▶ Instructions for the task: Drop the images. Copy every line below character for character.

### The records

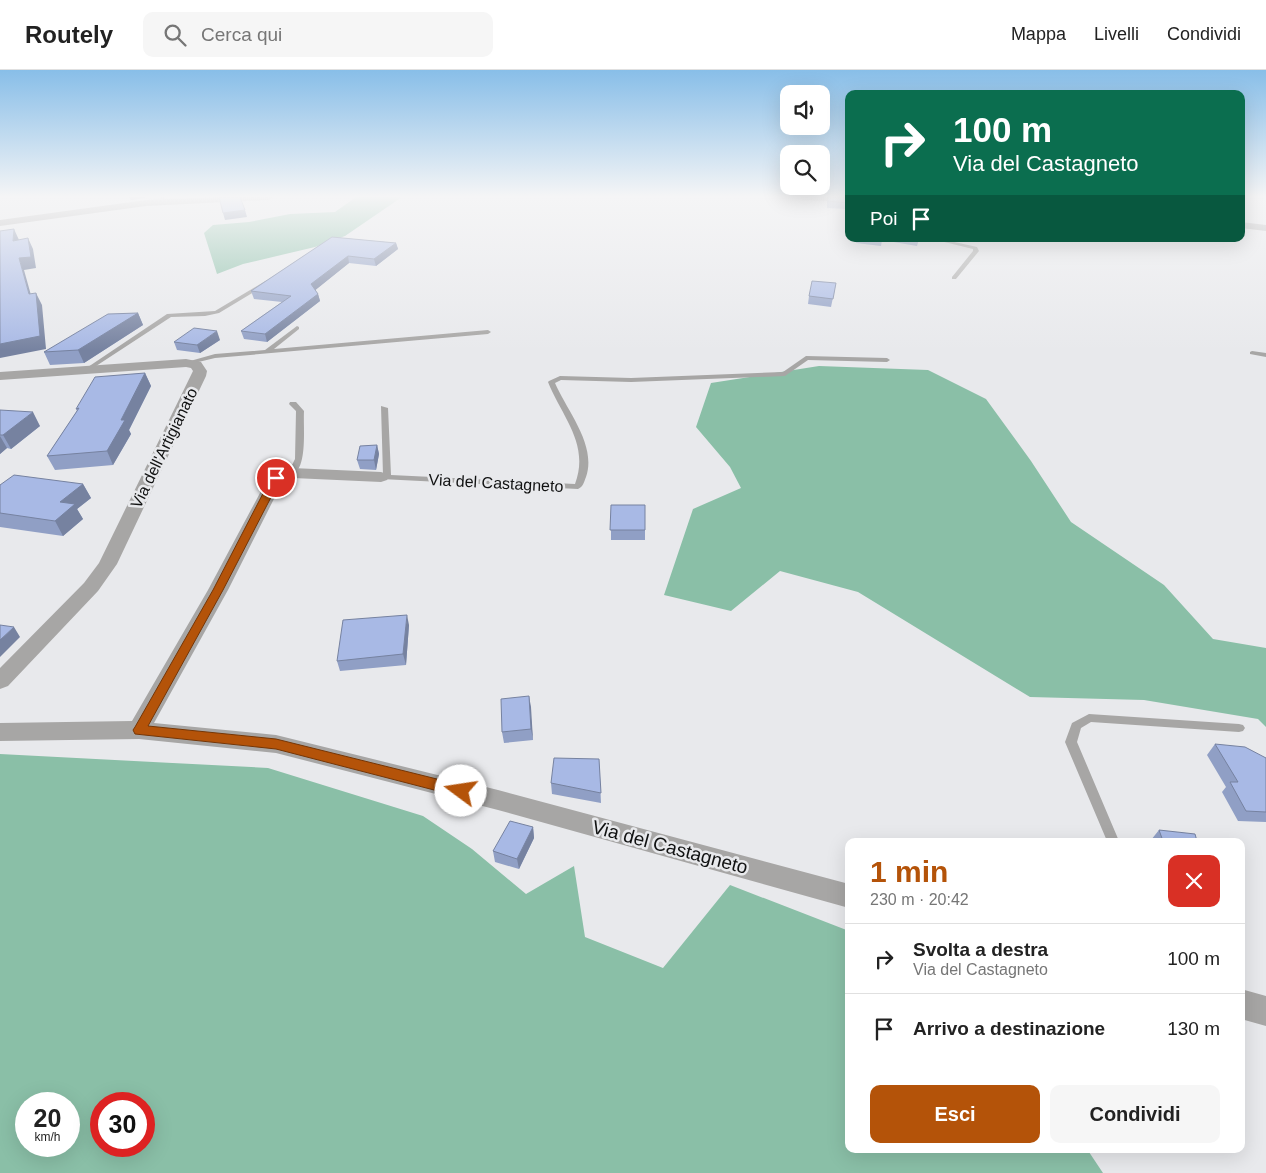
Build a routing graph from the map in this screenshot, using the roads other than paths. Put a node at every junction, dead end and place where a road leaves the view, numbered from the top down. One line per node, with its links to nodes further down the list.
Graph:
1 (975, 248): 3 (lane)
2 (277, 276): 11 (lane)
3 (954, 278)
4 (297, 328): 6 (lane)
5 (488, 332): 6 (lane)
6 (267, 352): 10 (lane)
7 (1252, 353): 8 (lane)
8 (1266, 354)
9 (887, 360): 16 (lane, Via del Castagneto)
10 (186, 362): 11 (street, Via dell'Artigianato); 17 (street, Via dell'Artigianato)
11 (88, 369): 12 (street, Via dell'Artigianato)
12 (0, 376)
13 (292, 404): 15 (lane)
14 (384, 408): 16 (lane)
15 (292, 472): 16 (street, Via del Castagneto); 19 (street)
16 (384, 477)
17 (0, 681)
18 (1239, 728): 21 (lane)
19 (140, 730): 20 (street, Via del Castagneto); 22 (street, Via del Castagneto)
20 (0, 732)
21 (1112, 838)
22 (845, 895)
23 (1245, 1005): 24 (street)
24 (1266, 1011)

######

▶ Reply to the task:
Build a routing graph from the map in this screenshot, using the roads other than paths. Put a node at every junction, dead end and place where a road leaves the view, numbered from the top down. One line per node, with its links to nodes further down the list.
Graph:
1 (975, 248): 3 (lane)
2 (277, 276): 11 (lane)
3 (954, 278)
4 (297, 328): 6 (lane)
5 (488, 332): 6 (lane)
6 (267, 352): 10 (lane)
7 (1252, 353): 8 (lane)
8 (1266, 354)
9 (887, 360): 16 (lane, Via del Castagneto)
10 (186, 362): 11 (street, Via dell'Artigianato); 17 (street, Via dell'Artigianato)
11 (88, 369): 12 (street, Via dell'Artigianato)
12 (0, 376)
13 (292, 404): 15 (lane)
14 (384, 408): 16 (lane)
15 (292, 472): 16 (street, Via del Castagneto); 19 (street)
16 (384, 477)
17 (0, 681)
18 (1239, 728): 21 (lane)
19 (140, 730): 20 (street, Via del Castagneto); 22 (street, Via del Castagneto)
20 (0, 732)
21 (1112, 838)
22 (845, 895)
23 (1245, 1005): 24 (street)
24 (1266, 1011)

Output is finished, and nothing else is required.